** Given records follows **
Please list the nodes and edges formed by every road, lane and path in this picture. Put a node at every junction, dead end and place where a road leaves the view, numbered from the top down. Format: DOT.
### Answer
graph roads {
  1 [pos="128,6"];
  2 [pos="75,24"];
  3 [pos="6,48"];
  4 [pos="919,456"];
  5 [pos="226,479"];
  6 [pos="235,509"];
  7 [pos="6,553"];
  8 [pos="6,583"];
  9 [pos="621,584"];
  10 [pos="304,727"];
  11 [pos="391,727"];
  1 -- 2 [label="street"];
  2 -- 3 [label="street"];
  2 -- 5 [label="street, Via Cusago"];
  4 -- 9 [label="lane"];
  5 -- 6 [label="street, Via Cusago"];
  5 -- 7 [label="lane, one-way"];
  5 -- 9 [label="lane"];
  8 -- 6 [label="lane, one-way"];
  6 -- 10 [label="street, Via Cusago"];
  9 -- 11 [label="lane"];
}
** End of Given records **
◆ Task prompt ◆
With the material above as the source, restate each line word for word.

◆ Written solution ◆
Please list the nodes and edges formed by every road, lane and path in this picture. Put a node at every junction, dead end and place where a road leaves the view, numbered from the top down. Format: DOT.
### Answer
graph roads {
  1 [pos="128,6"];
  2 [pos="75,24"];
  3 [pos="6,48"];
  4 [pos="919,456"];
  5 [pos="226,479"];
  6 [pos="235,509"];
  7 [pos="6,553"];
  8 [pos="6,583"];
  9 [pos="621,584"];
  10 [pos="304,727"];
  11 [pos="391,727"];
  1 -- 2 [label="street"];
  2 -- 3 [label="street"];
  2 -- 5 [label="street, Via Cusago"];
  4 -- 9 [label="lane"];
  5 -- 6 [label="street, Via Cusago"];
  5 -- 7 [label="lane, one-way"];
  5 -- 9 [label="lane"];
  8 -- 6 [label="lane, one-way"];
  6 -- 10 [label="street, Via Cusago"];
  9 -- 11 [label="lane"];
}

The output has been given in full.